PARIS-VERSAIILES-MONT SAINT MICHEL BY BIKE
The Official Guide to the route
by Richard Peace
Published by Excellent Books 2018
Spiral bound card soft-back, with fold-out front cover
Reviewed by Steve Dyster
Is the word “iconic” is bandied about in vain much of the time, then be re-assured that this book - the official guide to the Veloscenic route - links genuinely iconic sights; Notre Dame, Paris, to Mont-Saint-Michel, via Versailles (if you like). On the way it takes in a swathe of Normandy, including Chartres (with its immense cathedral), Alencon, numerous chateau and many fine villages and towns. Two hundred and eighty-one miles of Gallic cycling pleasure, by the looks of it.
The Departments that comprise Normandy have done a vast amount to encourage touring cycling in recent years through the development of long distance routes, many of them with lengthy traffic-free greenways (Voies Vertes). Unsurprisingly, you’ll notice the Richard Peace indicates areas where future developments are in planned. Never fear, Veloscenic is entirely cyclable, but more traffic-free sections are planned.
Passing through several Regional Nature Parks, shown on the general map, you’ll also spot a number of other major cycle routes that link to Veloscenic. Whilst you won’t find guides to all of these - yet - more information, in English, can be found online. Usefully, the general map also shows railway stations on and close to the route.
Amongst the most experienced and enthusiastic of leisure tourers, Richard is an authority on cycling in northern France. Each twist and turn is described concisely in the text and mapped by Four Point Mapping, in a style you’ll be accustomed to from some of Richard’s other recent guides. They also provide mapping for recent Sustrans' guides and maps.
The route is well-signed for the most part, with identified sections underway. Directional instructions in the text are thorough, though some might find the text size be a little diminutive. Having said that for the most part they will not be necessary, .gpx files are downloadable at veloscenic.com . With maps, signs, and route directions, there is little chance of going wrong, especially outside of the major towns and cities.
Hang on a mo! If you can download the routes why fork out £12.95 - that’s a Plat de Jour and a vin rouge - plus.
Well, for a start, this little book, that will fit into your jersey pocket or sit on top of most bar-bags, provides all you need to plan and follow Veloscenic. The days of voluminous lists of accommodation are gone, with a handful of suggestions and links to relevant websites keeping things more up-to-date. Suggested accommodation, facilities, places of interest and links to useful info are dealt with in each chapter, covering a section of the route. Snippets of information enable one to select places to explore further. Others put the route into context, for example, that between Limours and Gometz-la-Ville, the greenway follows the test track for Aerotrain. For a decade after 1964, it was the scene of tests for a proposed high speed train - 300km/hour - that floated on a cushion of air. You will have more time to enjoy the scenery.

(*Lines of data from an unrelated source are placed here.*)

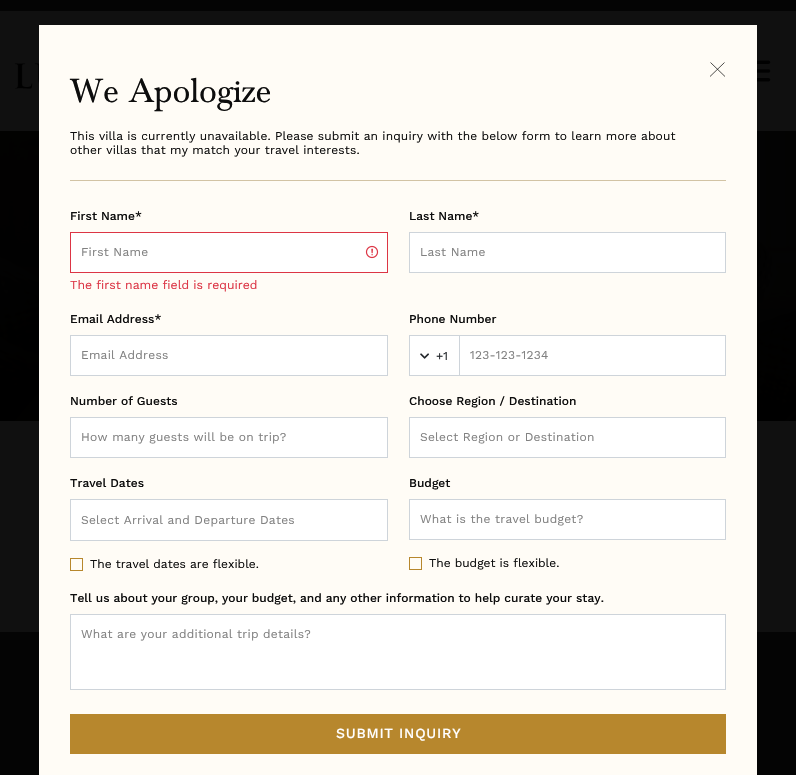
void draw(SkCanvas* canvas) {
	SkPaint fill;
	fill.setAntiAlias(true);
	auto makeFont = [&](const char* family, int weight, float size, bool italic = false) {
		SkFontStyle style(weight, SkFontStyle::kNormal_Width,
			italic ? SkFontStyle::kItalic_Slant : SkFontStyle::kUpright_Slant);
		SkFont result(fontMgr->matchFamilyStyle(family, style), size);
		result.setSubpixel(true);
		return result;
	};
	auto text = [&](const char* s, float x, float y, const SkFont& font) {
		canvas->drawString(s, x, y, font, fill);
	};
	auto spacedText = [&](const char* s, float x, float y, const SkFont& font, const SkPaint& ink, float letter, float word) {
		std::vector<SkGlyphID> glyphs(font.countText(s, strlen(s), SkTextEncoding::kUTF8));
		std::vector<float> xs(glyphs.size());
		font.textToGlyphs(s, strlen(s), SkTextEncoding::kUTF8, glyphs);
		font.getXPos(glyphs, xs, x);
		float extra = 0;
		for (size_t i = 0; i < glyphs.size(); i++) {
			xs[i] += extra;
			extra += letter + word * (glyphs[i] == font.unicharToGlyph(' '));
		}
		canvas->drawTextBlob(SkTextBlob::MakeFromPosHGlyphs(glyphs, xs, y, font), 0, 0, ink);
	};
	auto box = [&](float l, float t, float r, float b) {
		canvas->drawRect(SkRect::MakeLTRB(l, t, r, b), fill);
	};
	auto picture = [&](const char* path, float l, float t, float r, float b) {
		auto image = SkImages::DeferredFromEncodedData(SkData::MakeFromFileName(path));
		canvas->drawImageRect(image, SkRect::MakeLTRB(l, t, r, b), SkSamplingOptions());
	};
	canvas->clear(0xFF040404);
	fill.setColor(0xFF101010);
	box(0, 11, 796, 131);
	picture("image0.png", 14, 63, 39, 89);
	picture("image1.png", 757, 60, 771, 82);
	picture("image4.png", 0, 131, 796, 421);
	box(0, 421, 796, 632);
	fill.setColor(0xFFFFFCF6);
	box(39, 25, 757, 775);
	fill.setColor(0xFFD2C3A4);
	box(70, 180, 726, 181);
	fill.setStyle(SkPaint::kStroke_Style);
	fill.setStrokeWidth(0.7f);
	fill.setColor(0xFF000000);
	canvas->drawPath(SkPathBuilder().moveTo(710.5f, 62.5f).lineTo(725, 76.5f).moveTo(710, 76.5f).lineTo(724.5f, 62.5f).detach(), fill);
	fill.setStyle(SkPaint::kFill_Style);
	fill.setColor(0xFFFFFFFF);
	box(71, 233, 387, 272);
	picture("image2.png", 365, 245, 379, 259);
	fill.setStyle(SkPaint::kStroke_Style);
	fill.setStrokeWidth(1);
	fill.setColor(0xFFDC3545);
	canvas->drawRect(SkRect::MakeLTRB(70.5f, 232.5f, 387.5f, 272.5f), fill);
	fill.setStyle(SkPaint::kFill_Style);
	fill.setColor(0xFFFFFFFF);
	canvas->drawRect(SkRect::MakeLTRB(409.5f, 232.5f, 725.5f, 272.5f), fill);
	fill.setStyle(SkPaint::kStroke_Style);
	fill.setColor(0xFFCED4DA);
	canvas->drawRect(SkRect::MakeLTRB(409.5f, 232.5f, 725.5f, 272.5f), fill);
	fill.setStyle(SkPaint::kFill_Style);
	fill.setColor(0xFFFFFFFF);
	canvas->drawRect(SkRect::MakeLTRB(70.5f, 335.5f, 387.5f, 375.5f), fill);
	fill.setStyle(SkPaint::kStroke_Style);
	fill.setColor(0xFFCED4DA);
	canvas->drawRect(SkRect::MakeLTRB(70.5f, 335.5f, 387.5f, 375.5f), fill);
	fill.setStyle(SkPaint::kFill_Style);
	fill.setColor(0xFFFFFFFF);
	canvas->drawRect(SkRect::MakeLTRB(409.5f, 335.5f, 459.5f, 375.5f), fill);
	fill.setStyle(SkPaint::kStroke_Style);
	fill.setColor(0xFFCED4DA);
	canvas->drawRect(SkRect::MakeLTRB(409.5f, 335.5f, 459.5f, 375.5f), fill);
	picture("image3.png", 420, 353, 429, 359);
	fill.setStyle(SkPaint::kFill_Style);
	fill.setColor(0xFFFFFFFF);
	canvas->drawRect(SkRect::MakeLTRB(459.5f, 335.5f, 725.5f, 375.5f), fill);
	fill.setStyle(SkPaint::kStroke_Style);
	fill.setColor(0xFFCED4DA);
	canvas->drawRect(SkRect::MakeLTRB(459.5f, 335.5f, 725.5f, 375.5f), fill);
	fill.setStyle(SkPaint::kFill_Style);
	fill.setColor(0xFFFFFFFF);
	canvas->drawRect(SkRect::MakeLTRB(70.5f, 417.5f, 387.5f, 457.5f), fill);
	fill.setStyle(SkPaint::kStroke_Style);
	fill.setColor(0xFFCED4DA);
	canvas->drawRect(SkRect::MakeLTRB(70.5f, 417.5f, 387.5f, 457.5f), fill);
	fill.setStyle(SkPaint::kFill_Style);
	fill.setColor(0xFFFFFFFF);
	canvas->drawRect(SkRect::MakeLTRB(409.5f, 417.5f, 725.5f, 457.5f), fill);
	fill.setStyle(SkPaint::kStroke_Style);
	fill.setColor(0xFFCED4DA);
	canvas->drawRect(SkRect::MakeLTRB(409.5f, 417.5f, 725.5f, 457.5f), fill);
	fill.setStyle(SkPaint::kFill_Style);
	fill.setColor(0xFFFFFFFF);
	canvas->drawRect(SkRect::MakeLTRB(70.5f, 499.5f, 387.5f, 540.5f), fill);
	fill.setStyle(SkPaint::kStroke_Style);
	fill.setColor(0xFFCED4DA);
	canvas->drawRect(SkRect::MakeLTRB(70.5f, 499.5f, 387.5f, 540.5f), fill);
	fill.setColor(0xFFB7872D);
	canvas->drawRect(SkRect::MakeLTRB(70.5f, 558.5f, 82.5f, 570.5f), fill);
	fill.setStyle(SkPaint::kFill_Style);
	fill.setColor(0xFFFFFFFF);
	canvas->drawRect(SkRect::MakeLTRB(409.5f, 499.5f, 725.5f, 539.5f), fill);
	fill.setStyle(SkPaint::kStroke_Style);
	fill.setColor(0xFFCED4DA);
	canvas->drawRect(SkRect::MakeLTRB(409.5f, 499.5f, 725.5f, 539.5f), fill);
	fill.setColor(0xFFB7872D);
	canvas->drawRect(SkRect::MakeLTRB(409.5f, 557.5f, 421.5f, 569.5f), fill);
	fill.setStyle(SkPaint::kFill_Style);
	fill.setColor(0xFFFFFFFF);
	canvas->drawRect(SkRect::MakeLTRB(70.5f, 614.5f, 725.5f, 689.5f), fill);
	fill.setStyle(SkPaint::kStroke_Style);
	fill.setColor(0xFFCED4DA);
	canvas->drawRect(SkRect::MakeLTRB(70.5f, 614.5f, 725.5f, 689.5f), fill);
	fill.setStyle(SkPaint::kFill_Style);
	fill.setColor(0xFFB7872D);
	box(70, 714, 726, 754);
	auto font1 = makeFont("Baskerville", 400, 35);
	fill.setColor(0xFF0D0D0D);
	text("We Apologize", 70, 102, font1);
	auto font2 = makeFont("Work Sans", 400, 12);
	spacedText("This villa is currently unavailable. Please submit an inquiry with the below form to learn more about", 70, 140, font2, fill, 0.12f, 0);
	spacedText("other villas that my match your travel interests.", 70, 154, font2, fill, 0.12f, 0);
	auto font3 = makeFont("Work Sans", 500, 12);
	text("First Name*", 70, 220, font3);
	fill.setColor(0xFF818181);
	spacedText("First Name", 81, 256, font2, fill, 0.25f, 0);
	auto font4 = makeFont("Work Sans", 400, 12.25f);
	fill.setColor(0xFFDC3545);
	text("The first name field is required", 70, 289, font4);
	fill.setColor(0xFF0D0D0D);
	text("Last Name*", 409, 220, font3);
	fill.setColor(0xFF818181);
	spacedText("Last Name", 420, 256, font2, fill, 0.25f, 0);
	fill.setColor(0xFF0D0D0D);
	text("Email Address*", 70, 323, font3);
	fill.setColor(0xFF818181);
	spacedText("Email Address", 81, 359, font2, fill, 0.25f, 0);
	fill.setColor(0xFF0D0D0D);
	text("Phone Number", 409, 323, font3);
	fill.setColor(0xFF212529);
	text("+1", 436, 360, font2);
	fill.setColor(0xFF818181);
	spacedText("123-123-1234", 470, 359, font2, fill, 0.25f, 0);
	fill.setColor(0xFF0D0D0D);
	text("Number of Guests", 70, 405, font3);
	fill.setColor(0xFF818181);
	spacedText("How many guests will be on trip?", 81, 441, font2, fill, 0.25f, 0);
	fill.setColor(0xFF0D0D0D);
	text("Choose Region / Destination", 409, 405, font3);
	fill.setColor(0xFF818181);
	spacedText("Select Region or Destination", 420, 441, font2, fill, 0.25f, 0);
	fill.setColor(0xFF0D0D0D);
	text("Travel Dates", 70, 487, font3);
	fill.setColor(0xFF818181);
	spacedText("Select Arrival and Departure Dates", 81, 524, font2, fill, 0.25f, 0);
	fill.setColor(0xFF0D0D0D);
	text("The travel dates are flexible.", 90, 568, font2);
	text("Budget", 409, 487, font3);
	fill.setColor(0xFF818181);
	spacedText("What is the travel budget?", 420, 523, font2, fill, 0.25f, 0);
	fill.setColor(0xFF0D0D0D);
	text("The budget is flexible.", 429, 567, font2);
	text("Tell us about your group, your budget, and any other information to help curate your stay.", 70, 602, font3);
	fill.setColor(0xFF818181);
	spacedText("What are your additional trip details?", 81, 638, font2, fill, 0.25f, 0);
	auto font5 = makeFont("Work Sans", 500, 14);
	fill.setColor(0xFFFFFFFF);
	spacedText("SUBMIT INQUIRY", 336, 738, font5, fill, 0.75f, 0);
}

The route chapters follow a short, but informative, introduction covering signage, route finding, practical information and lots of advice on travel with bike to and from your trip. Of course, actual daily distance is a personal matter.
Maps take up a lot of page space, but there are also photos that entice. From the front cover, through the fabulous view from the Palace of Versailles, and onward, there are some super images should you be dilly-dallying and not know whether to go. Flick though the pages and take it from there.
Richard recommends a hybrid rather than a racer, to cope with some of the rougher circumstances. However, he adds that, in reality, any bicycle will do. Veloscenic is clearly a route for all cyclists on all kinds of bikes: and this guide tells you all you need to know, before and during your ride. It will make a fine momento of a great tour, when you get home, too.
A really good, handy temptation to head for Normandy.